16 In my opinion, however, the Council did not impose a condition which significantly altered the development in respect of which consent was sought. The Council simply failed to give consent to an aspect of the development in respect of which consent was sought. The Council did that because it considered that the function of giving consent to the pump and the pumping of water from Nelsons Creek was the function of the Ministerial Corporation, the body having the administration of the Water Act 1912.
17 It did not follow that the Council failed to give proper consideration to the totality of the development proposed. The documents tendered in evidence from the Council's file show that the Council's consultant Kathy Martin and the Council's officers considered the environmental implications of the pump and pumping water from Nelsons Creek. They had before them, inter alia, the detailed information which the appellants had provided.

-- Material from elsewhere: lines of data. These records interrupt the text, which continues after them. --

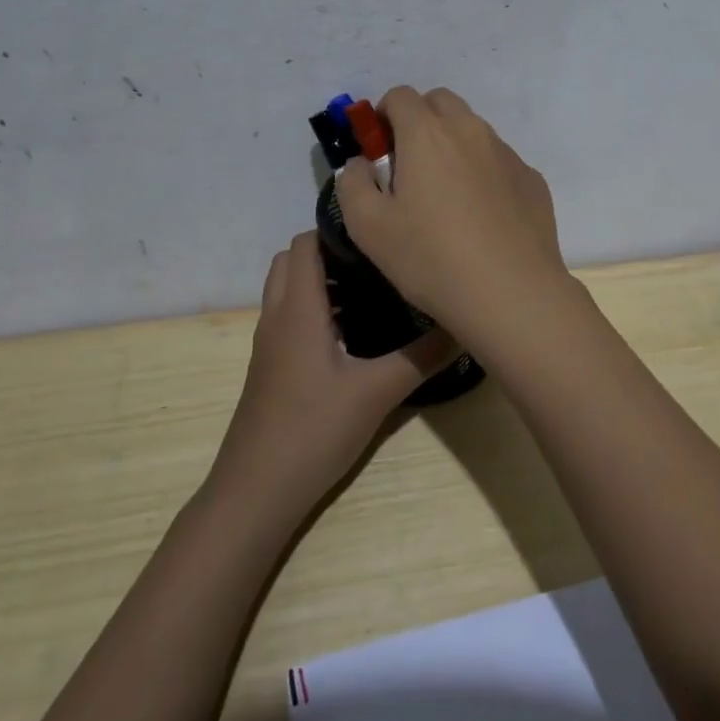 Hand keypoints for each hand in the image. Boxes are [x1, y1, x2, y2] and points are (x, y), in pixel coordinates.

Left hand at [211, 231, 453, 521]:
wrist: (255, 492)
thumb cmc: (313, 430)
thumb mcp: (378, 392)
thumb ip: (422, 356)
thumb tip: (464, 326)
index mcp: (299, 308)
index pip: (305, 243)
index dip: (336, 228)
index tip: (378, 230)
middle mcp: (278, 316)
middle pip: (292, 261)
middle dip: (330, 251)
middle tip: (377, 259)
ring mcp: (270, 344)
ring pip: (289, 290)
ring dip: (323, 281)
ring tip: (373, 290)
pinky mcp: (271, 367)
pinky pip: (291, 317)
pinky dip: (316, 309)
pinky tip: (354, 334)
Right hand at [334, 86, 566, 339]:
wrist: (512, 293)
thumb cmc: (431, 258)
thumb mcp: (368, 227)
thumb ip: (352, 183)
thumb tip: (361, 164)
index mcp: (427, 134)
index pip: (400, 96)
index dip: (382, 116)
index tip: (378, 151)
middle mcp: (471, 131)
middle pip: (441, 102)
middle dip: (420, 120)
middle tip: (409, 166)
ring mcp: (507, 153)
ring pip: (473, 130)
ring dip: (453, 145)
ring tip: (446, 196)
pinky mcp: (532, 179)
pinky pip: (499, 161)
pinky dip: (484, 172)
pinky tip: (482, 217) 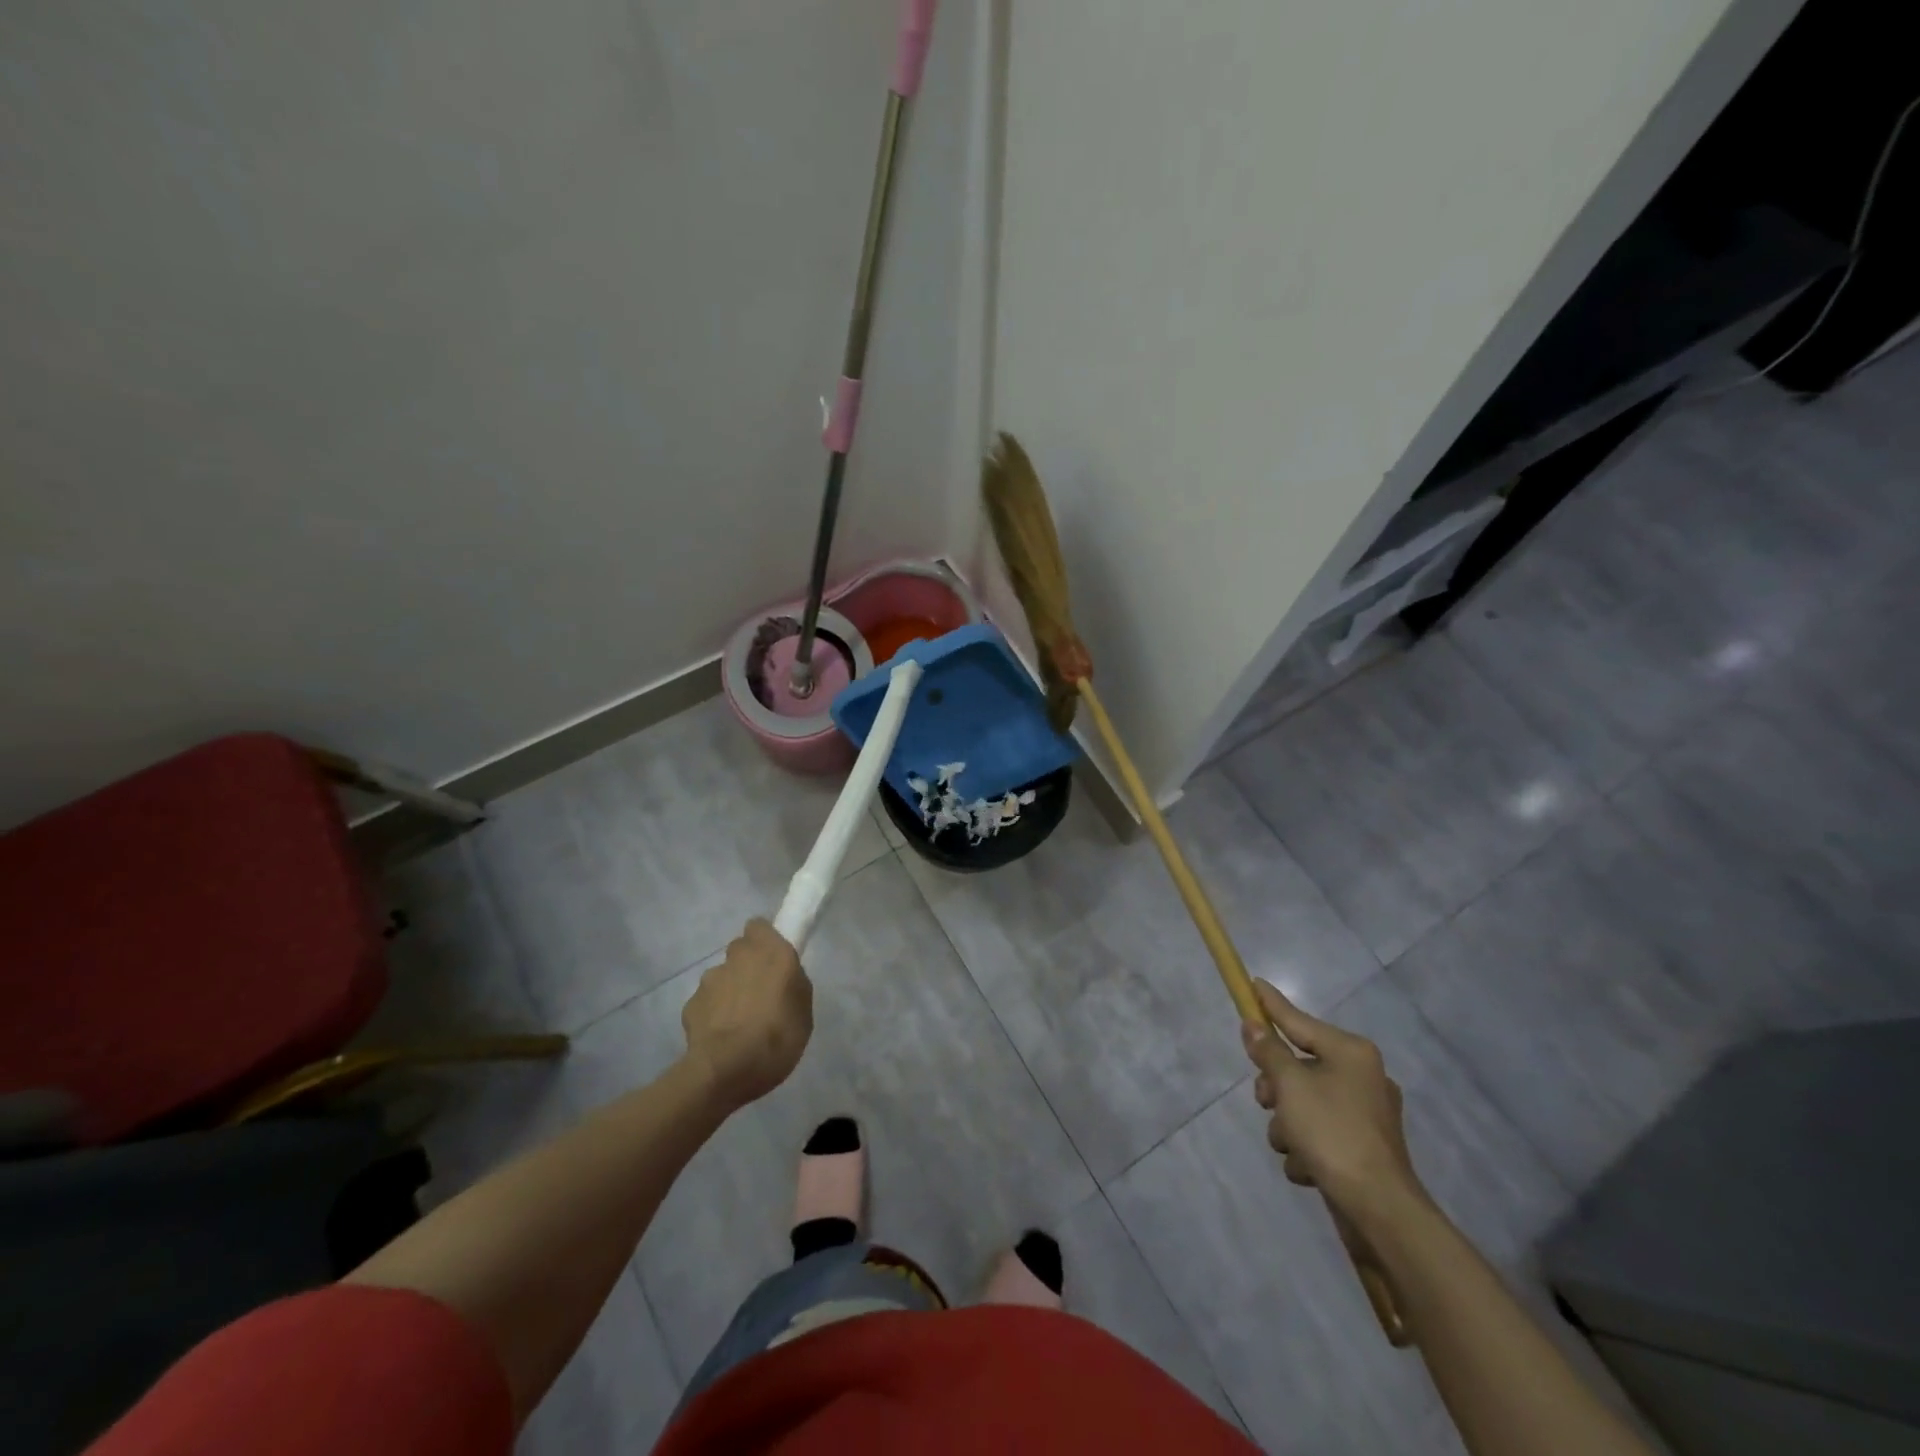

18 There was correspondence between Kathy Martin, the Council's consultant, and Mr Russell Hetherington, the appellants' consultant, raising the possibility of ecological harm and the need for additional studies. Ms Martin appears to have accepted Mr Hetherington's lengthy response which includes the paragraph:
"Additional studies are not required for the purposes of confirming whether the impacts of the proposal are minor, and therefore are not significant to threatened species. It has already been determined that the effects will not be significant and the purpose of the additional studies is merely for determining the most appropriate safeguards/mitigation measures that may in a particular circumstance be required."
19 A lengthy and detailed report which went to Council from the Council's Director of Environmental Services concluded that the impact of the proposal on ecological communities was likely to be minor and could be controlled by the imposition of conditions. The report said, for example:
"The use of fuel and oils associated with the pumps themselves, could be a potential threat to water quality and hence threatened frog species. The threat of contamination of the watercourse will be minimised by the placement of pumps well away from the water and by strict adherence to the proposed water quality controls as detailed in the Company's MOP (Ross Mining N.L. 1997) (Greenloaning Biostudies, June 1998, p 21)."
20 The Council in its Determination of 24 September 1998 adopted the report and included many conditions to protect against ecological and other environmental damage, including the following:
"4. All safeguards and mitigation measures relevant to threatened species included in the Threatened Species Management Plan - Timbarra Gold Project Mining Lease 1386 (A. Martin, Greenloaning Biostudies Pty Ltd, January 1998) and the Flora and Fauna Impact Assessment - Timbarra Gold Mine Proposed Access Road (Greenloaning Biostudies Pty Ltd, ERM Mitchell McCotter, February 1998) are to be implemented as appropriate for the development.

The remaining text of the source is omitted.